Sul finire del brano, il protagonista si rende conto di quanto paradossale e pretestuoso sia stato quell’antisemitismo che perseguitava gli ebrei, sia che questi vivessero appartati e lontani dalle luci della vita pubblica, sia che tentassero di condurre la vita che conducevano gli altri, quest’ultimi privati della possibilità di vivere al fianco degli amici di una vita o dei compagni di scuola. In sostanza, non esisteva una norma comportamentale, per quanto malata, che stabiliva chi fosse più o meno soggetto agli effetti delle leggi razziali: non si trattava, infatti, di una questione quantitativa, di quanto cioè un ebreo partecipasse alla vita di tutti i giorni, ma di una questione qualitativa, che puniva un essere umano sulla base di un modo di essere indipendente dalla propria volontà. Questo antisemitismo indifferenziato, in definitiva, puniva gli ebrei per il semplice piacere di farlo, senza concedere alcuna attenuante di sorta, nemmeno quella, ricordata dal protagonista stesso, di essere cresciuti in seno e in ossequio a quello stesso regime che aveva finito per distruggerli.

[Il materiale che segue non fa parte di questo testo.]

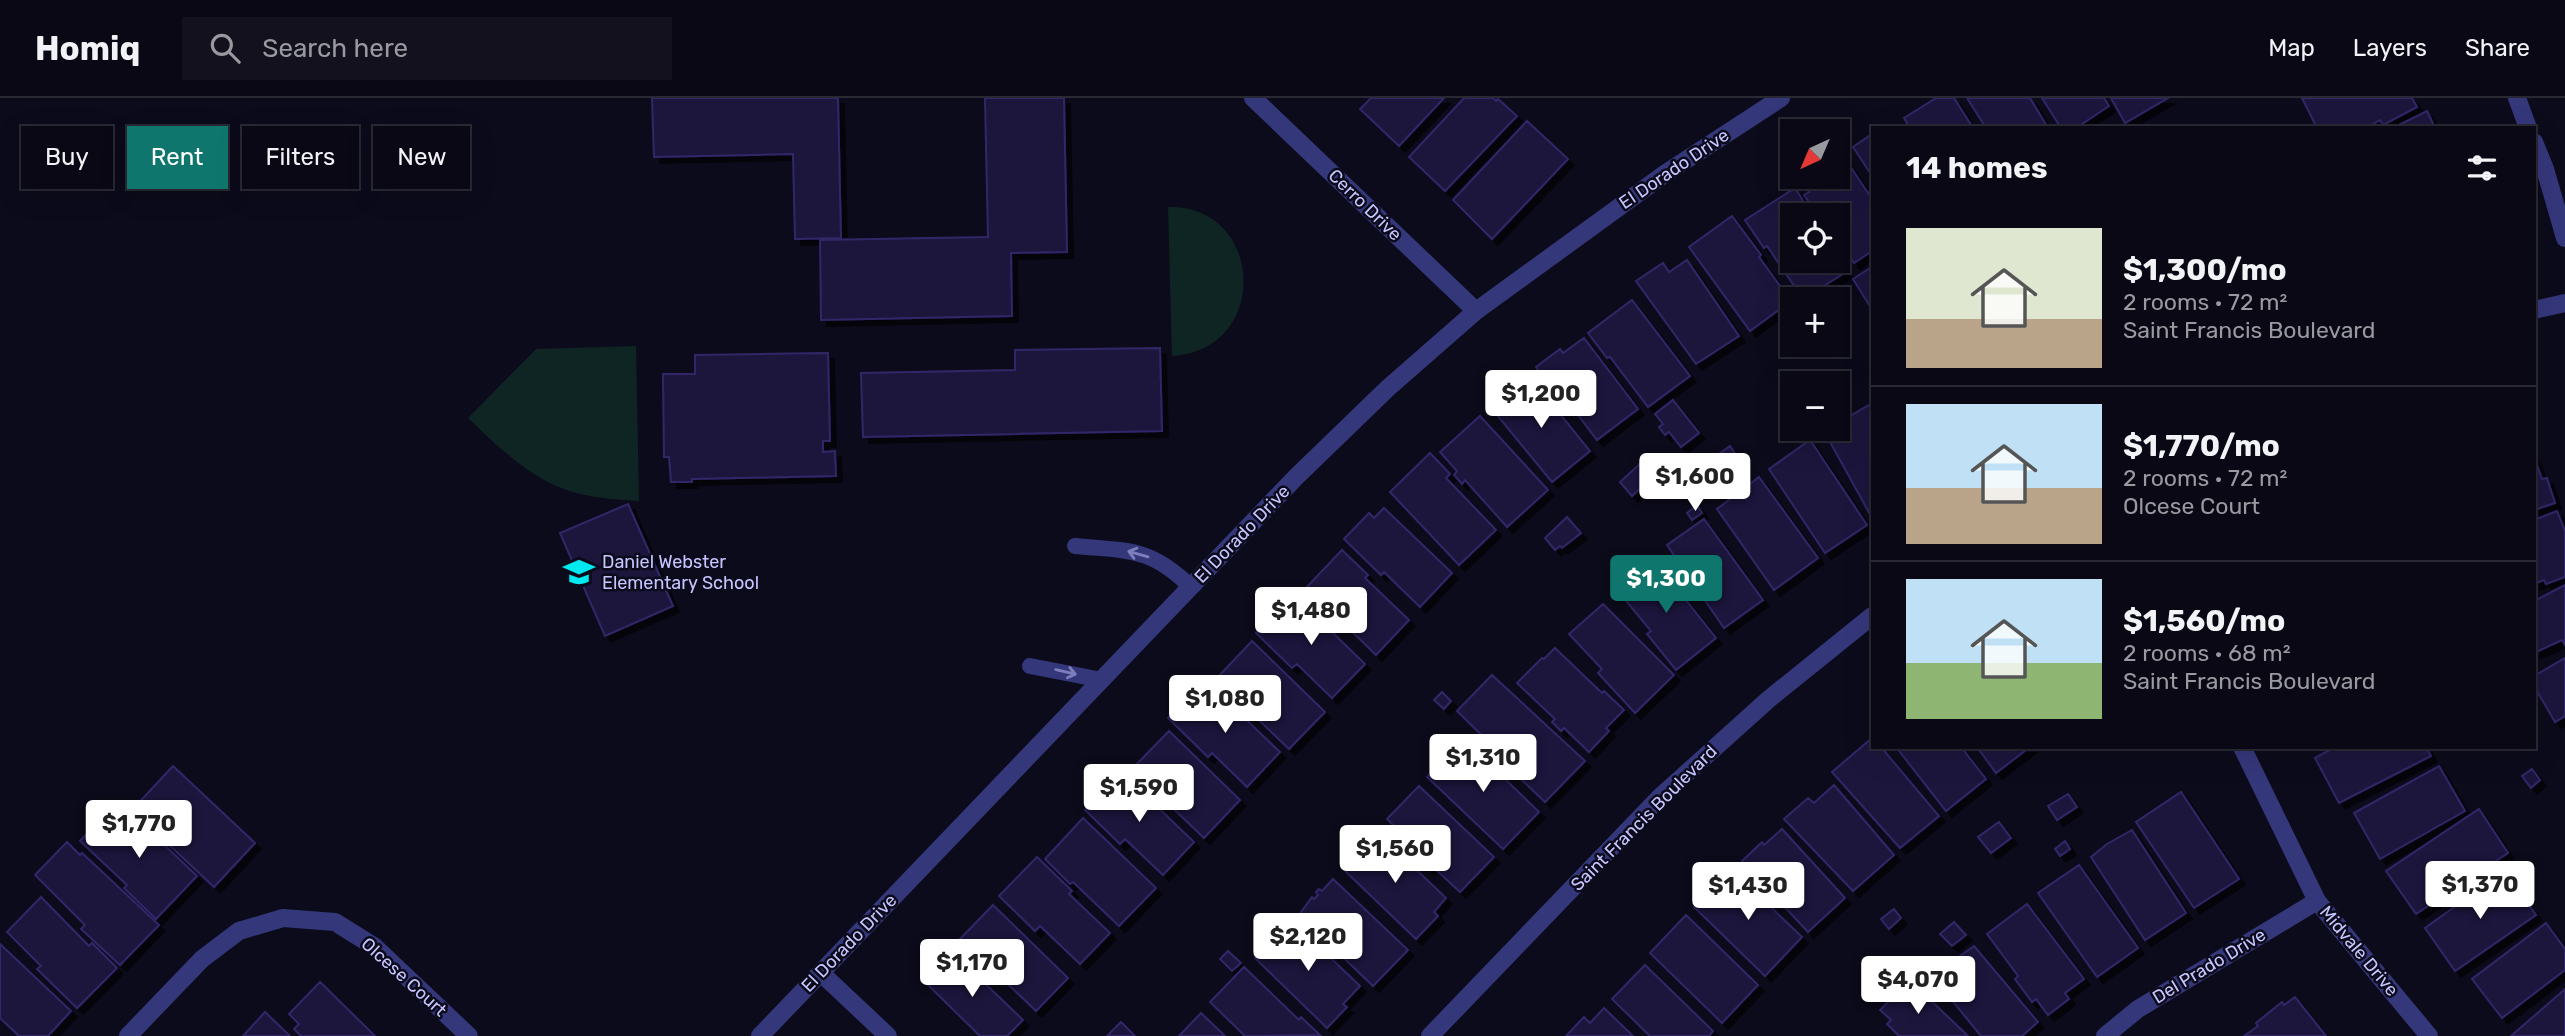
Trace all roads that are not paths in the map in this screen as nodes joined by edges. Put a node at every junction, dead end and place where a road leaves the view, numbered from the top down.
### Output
1 (1253, 98) edge
2 (1781, 98) edge
3 (2517, 98) edge
4 (2527, 126) edge
5 (2536, 147) edge
6 (2565, 238) edge
7 (2565, 303) edge
8 (2536, 310) edge
9 (1476, 312) junction
10 (1075, 547) dead end
11 (1191, 587) junction
12 (1871, 617) edge
13 (1030, 666) dead end
14 (1101, 680) junction
15 (2243, 749) edge
16 (2317, 901) junction
17 (821, 972) junction
18 (128, 1036) edge
19 (469, 1036) edge
20 (760, 1036) edge
21 (888, 1036) edge
22 (1430, 1036) edge
23 (2105, 1036) edge
24 (2429, 1036) edge

1 - 9 street, Cerro Drive
2 - 9 street, El Dorado Drive
3 - 4 street
5 - 6 street
7 - 8 street
9 - 11 street, El Dorado Drive
11 -> 10 lane
11 - 14 street, El Dorado Drive
12 - 22 street, Saint Francis Boulevard
13 -> 14 lane
14 - 17 street, El Dorado Drive
15 - 16 street, Midvale Drive
16 - 23 street, Del Prado Drive
16 - 24 street, Midvale Drive
17 - 20 street, El Dorado Drive
17 - 21 street
18 - 19 street, Olcese Court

INTERPRETAZIONE COMPLESSIVA E APPROFONDIMENTI
Il brano tratto dall’opera di Bassani, che si colloca in quel filone letterario di denuncia della follia nazi-fascista nei confronti degli ebrei e di altre minoranze etniche capeggiato, senza dubbio, da Se questo è un uomo di Primo Levi, ha il merito di entrare nell’ambito specifico di una città e di mostrare come, durante le atrocità della seconda guerra mondiale e del periodo immediatamente antecedente, i luoghi simbolo di un centro abitato possano assumere connotati bivalenti: per qualcuno, come il milanese Malnate, che vede Ferrara quasi come una sede di villeggiatura, rappresentano il fascino architettonico e la spensieratezza di una vacanza; per altri, colpevoli di nulla se non di avere radici ebraiche, celano immotivata malvagità, umiliazione, senso di disprezzo e di esclusione. Ed è piuttosto significativo che il culmine degli atti discriminatori avvenga in una biblioteca, un luogo che, di norma, dovrebbe essere deputato a coltivare la cultura in tutti i suoi aspetti, ad insegnare il rispetto e la democrazia delle opinioni altrui. Nel brano di Bassani, invece, la cultura viene calpestata e il misfatto viene compiuto davanti a dei ragazzini ancora alle scuole medie, come se l’autore avesse voluto sottolineare anche la tragedia per quelle giovanissime generazioni che porteranno nella memoria tali atti di violenza e, nei casi peggiori, credendo che quella cacciata rappresenti l’applicazione di una legge equa, li riprodurranno su altri malcapitati.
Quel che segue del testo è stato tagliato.